Reparations advocate William Darity, a Duke University economist and one of five economic advisers to the California Reparations Task Force, acknowledged that claims against the United States and other European nations that enslaved Africans could potentially lead to similar claims against Western and non-Western countries that, in a previous political configuration in past centuries, engaged in slaving, concubinage, and other practices that were formerly accepted but are now viewed with moral revulsion.

“I would encourage the people who are concerned about these histories of injustice to do the work and make the case,” Darity said, noting that the full scale of potential claims may not be fully appreciated. “It could be immense; it could be enormous.”

A number of new claims are now in play. Gay reparations have successfully won financial restitution for surviving victims of government persecution in the 20th century, including incarceration and maltreatment in Gen. Francisco Franco’s Spain and Nazi Germany (a policy that was continued for another quarter-century in West Germany).

The U.S. movement, led by the Mattachine Society of Washington, D.C., seeks atonement and compensation for the surviving victims of the “Lavender Scare,” the postwar period of mass firings of thousands of gay federal civil servants in the United States who were suspected of being “perverts.”

Over the past decade, more than a dozen Caribbean nations have been seeking debt relief and other reparations from their erstwhile European colonizers for alleged native genocide and chattel slavery. Separately, a delegation that included New York Times writer and 1619 Project architect Nikole Hannah-Jones traveled to Rome last July to press the Vatican to commit the Catholic Church’s global resources to financially repairing the damage caused by the Church’s sanctioning of and benefitting from the trans-Atlantic slave trade. 

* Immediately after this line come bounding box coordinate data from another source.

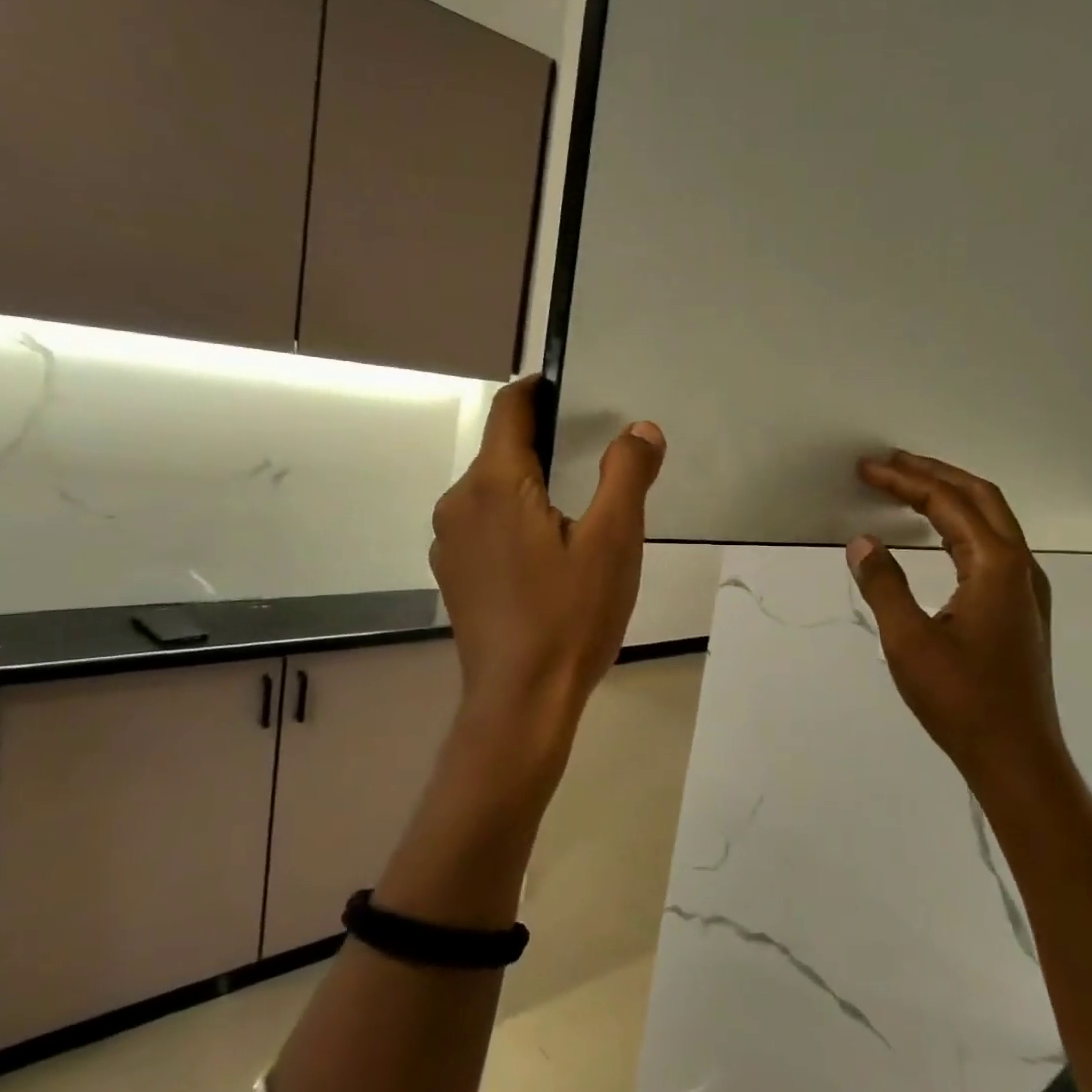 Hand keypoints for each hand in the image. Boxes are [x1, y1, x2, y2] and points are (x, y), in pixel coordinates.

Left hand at [429, 376, 664, 767]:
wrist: (521, 702)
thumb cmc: (570, 616)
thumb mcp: (613, 541)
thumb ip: (627, 474)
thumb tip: (640, 429)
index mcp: (494, 484)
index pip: (510, 408)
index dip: (539, 389)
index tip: (572, 390)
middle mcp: (459, 503)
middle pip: (502, 450)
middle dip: (545, 443)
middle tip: (595, 460)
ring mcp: (450, 542)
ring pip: (493, 490)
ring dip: (531, 485)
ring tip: (577, 512)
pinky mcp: (454, 575)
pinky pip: (485, 525)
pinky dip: (515, 519)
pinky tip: (548, 556)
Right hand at [847, 451, 1061, 782]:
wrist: (1017, 757)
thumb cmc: (962, 700)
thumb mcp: (908, 642)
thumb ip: (884, 585)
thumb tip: (862, 543)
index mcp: (996, 565)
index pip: (947, 503)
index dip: (905, 480)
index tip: (868, 468)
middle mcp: (1020, 566)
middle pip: (980, 497)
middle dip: (934, 474)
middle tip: (891, 462)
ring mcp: (1026, 588)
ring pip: (991, 521)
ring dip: (951, 497)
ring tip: (911, 488)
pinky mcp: (1022, 609)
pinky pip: (993, 546)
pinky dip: (962, 526)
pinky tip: (941, 538)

Advocates of climate reparations seek trillions of dollars in aid from the wealthy nations of the so-called global North to the developing countries of the global South. In response to such claims, the European Union this year agreed to create a climate fund to mitigate the predicted ecological and humanitarian toll that will be caused by greenhouse gas emissions emitted by industrialized powers.

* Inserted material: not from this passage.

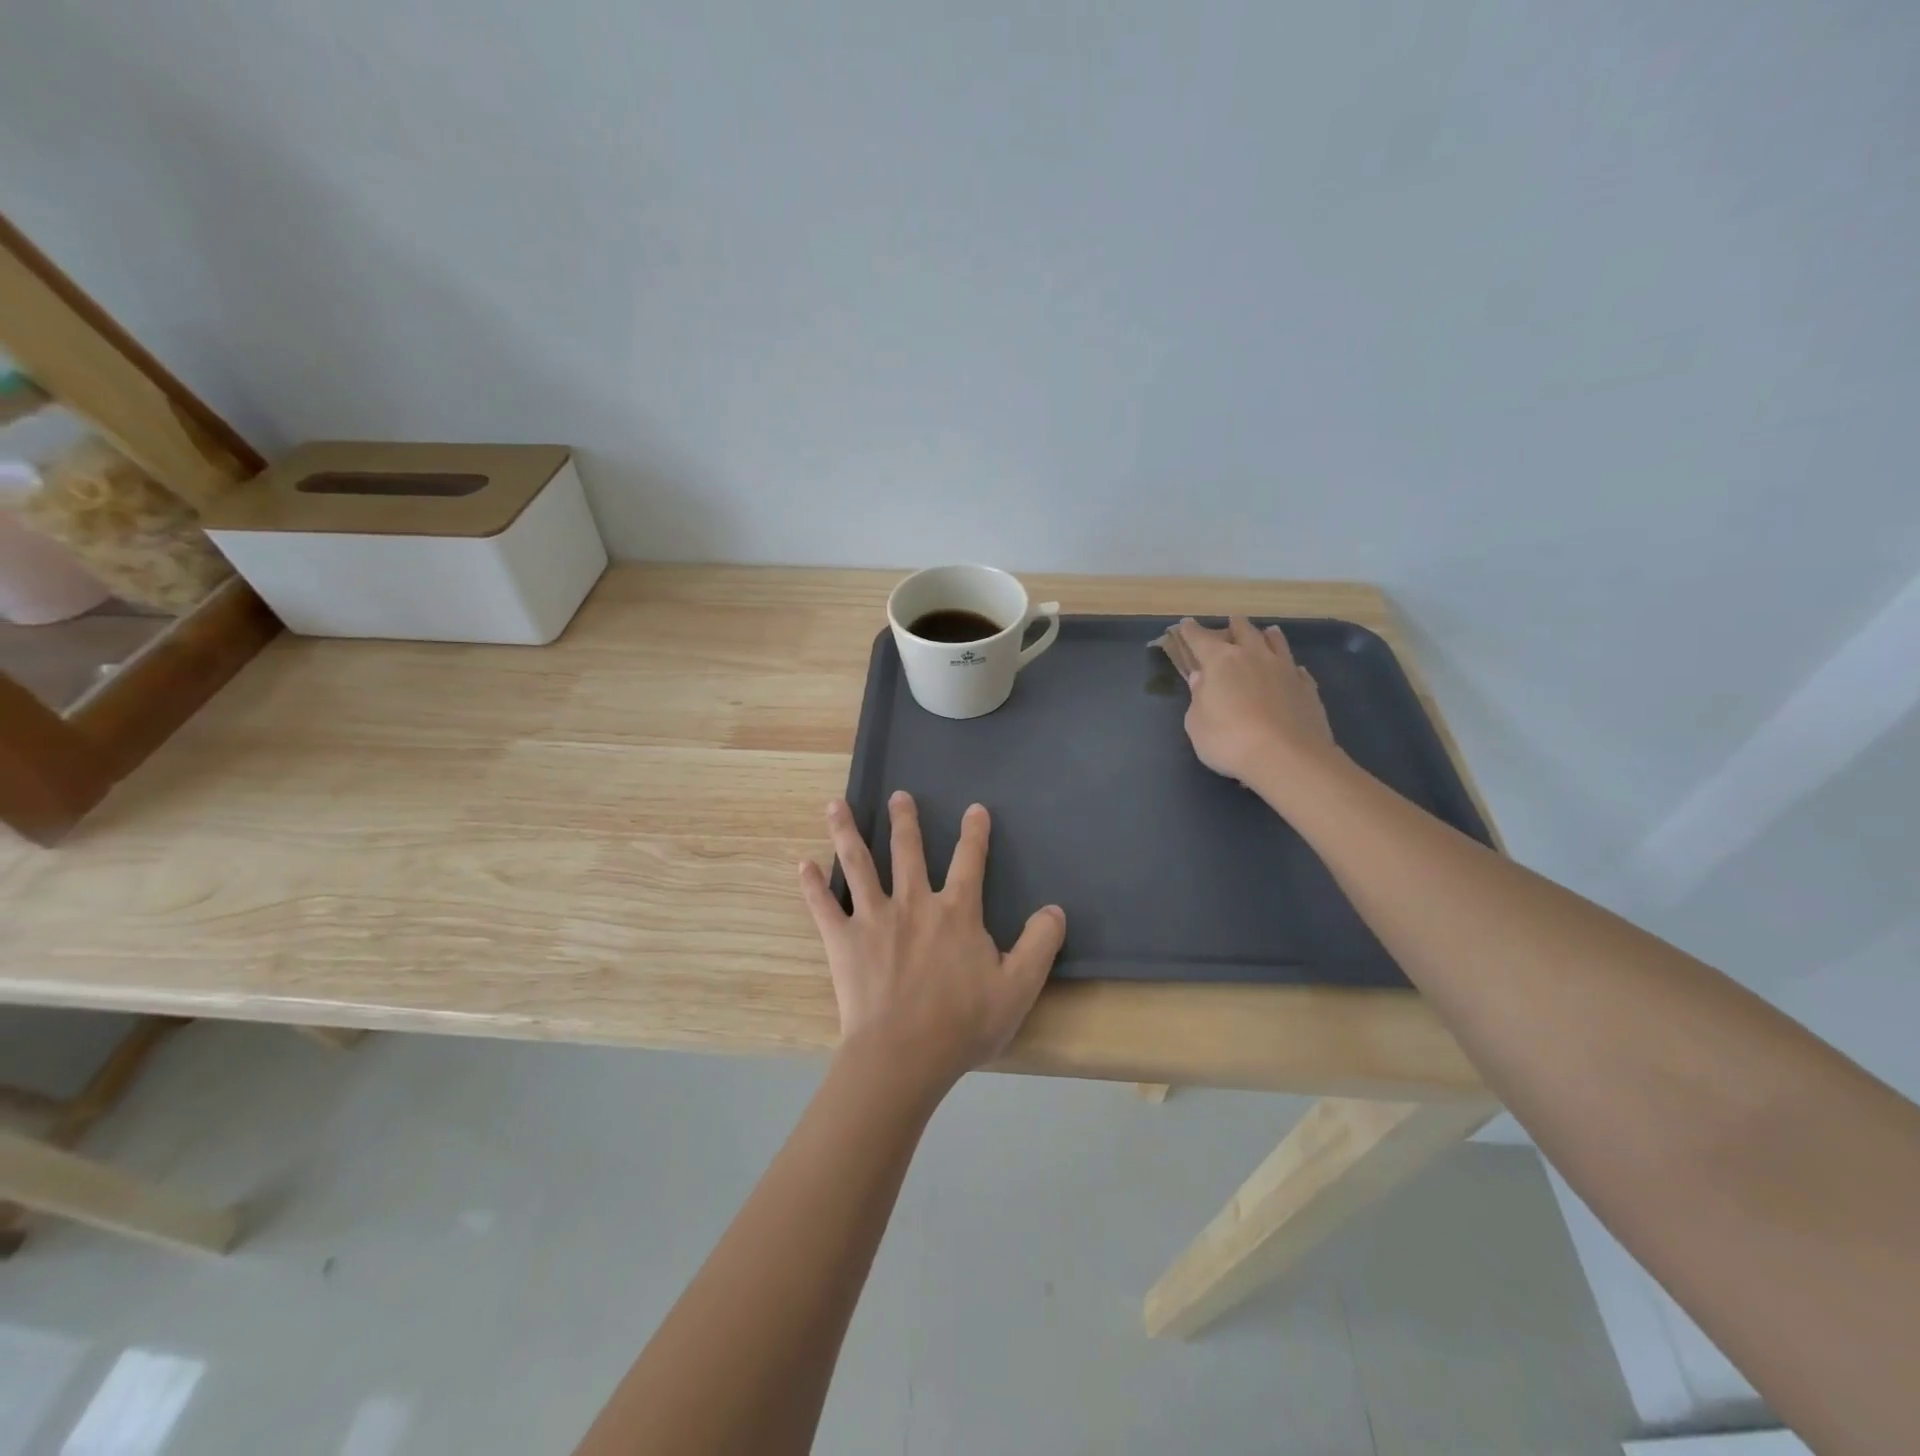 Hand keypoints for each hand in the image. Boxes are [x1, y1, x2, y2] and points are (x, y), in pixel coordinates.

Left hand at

Gay reparations and climate reparations both have been the subject of recent books published by Oxford University Press in 2022 and 2021 and written by serious academics at reputable institutions, Bard College and Georgetown University. Foreign Policy magazine has run lengthy articles in support of gay reparations and climate reparations just in the past few years.

Proposals have also been floated for reparations for abused psychiatric patients and residential aged care patients, as well as compensating all women, whether they work or not, for the alleged income gap – a sign that the concept continues gaining purchase. At the same time, thousands of private individuals have taken matters into their own hands, Venmo-ing cash transfers to black acquaintances or to online fundraising efforts to aid black people in crisis.